Stacy Levy

Artist statement:

As a sculptor, my interest in the natural world rests both in art and science. I work within the two fields using art as a vehicle for translating the patterns and processes of the natural world into the language of human understanding.

I am interested in showing the invisible aspects microorganisms and their complicated relationships of eating and being eaten, the spiraling hydrological patterns of a stream, the mosaic of growth in a vacant lot, the prevailing winds and their effects on vegetation, the flow of water through a living system. Often people think that nature ends where the city begins. But natural processes are always occurring in the city. I like to explore the idea of nature in the city and make it visible to people. I look for sites which give me the opportunity to bring the patterns and processes of the natural world into the built environment.

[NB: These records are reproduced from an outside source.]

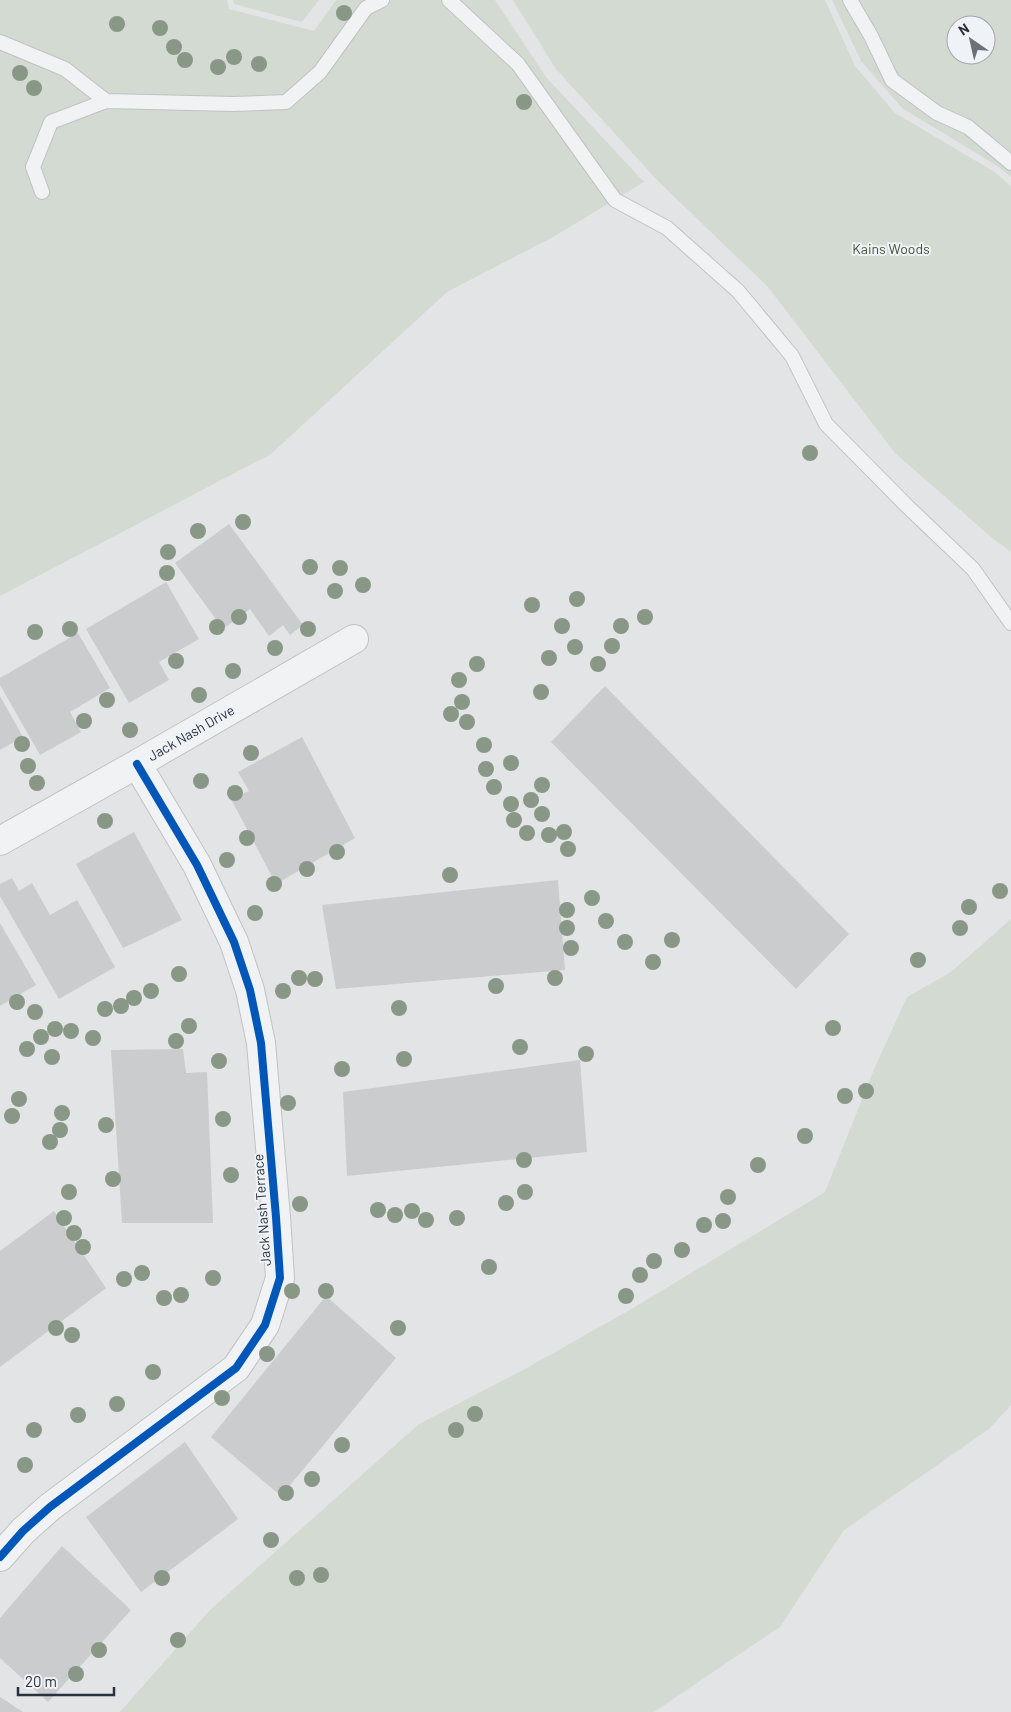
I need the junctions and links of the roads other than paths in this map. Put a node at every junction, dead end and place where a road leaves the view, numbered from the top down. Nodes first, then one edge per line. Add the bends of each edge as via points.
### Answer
1 (382, 0) edge
2 (448, 0) edge
3 (850, 0) edge
4 (368, 4) edge
5 (0, 42) edge
6 (106, 101) junction
7 (1011, 163) edge
8 (42, 192) dead end
9 (1011, 623) edge
10 (354, 639) dead end
11 (137, 764) junction
12 (0, 841) edge
13 (0, 1557) edge

1 - 4 lane
2 - 9 lane via 518,64 615,200 668,228 738,291 792,356 826,424 973,570
3 - 7 lane via 892,80 937,113 968,127
4 - 6 lane via 320,72 286,102
5 - 6 lane via 65,69
6 - 8 lane via 51,122 33,167
10 - 11 street, Jack Nash Drive
11 - 12 street, Jack Nash Drive
11 - 13 street, Jack Nash Terrace via 197,865 234,942 250,990 260,1043 280,1278 265,1325 236,1368 50,1507

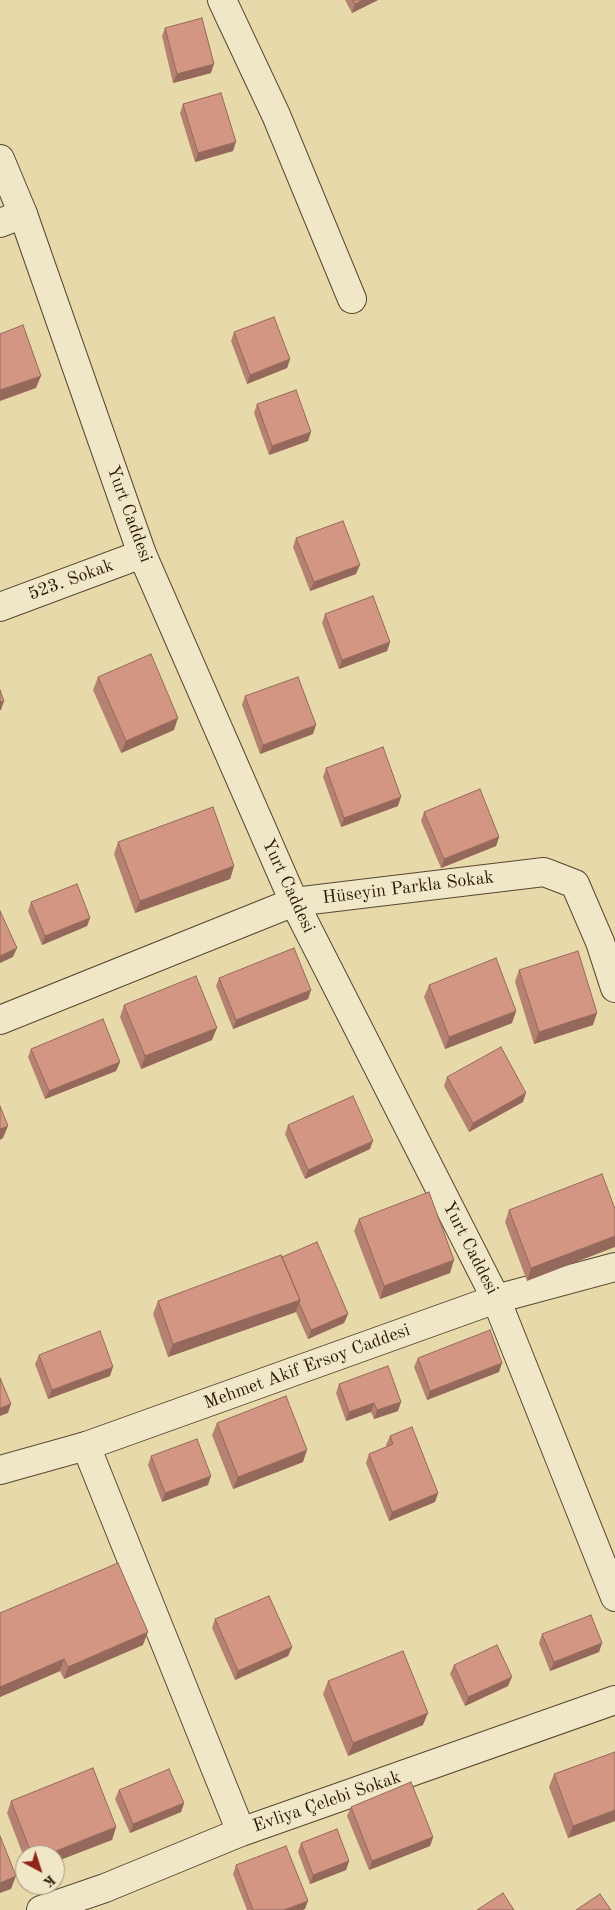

In my work, I mesh the clarity of diagrams, the beauty of natural forms and the visceral sense of the site. My art creates a comprehensible visual metaphor for an otherwise invisible natural process.

www.stacylevy.com

About the auction item:

Each day of the Calendar of Rain exhibit was represented by a bottle sandblasted with that day’s date. The bottle for each calendar day was placed under a flask. If it rained or snowed that day, the precipitation was funneled into a bottle. After 24 hours, the bottle was capped and placed back into the calendar. The exhibited collection of 12 months of bottles with various levels of water formed an innovative graph of annual rainfall.  The auction item consists of four of these bottles.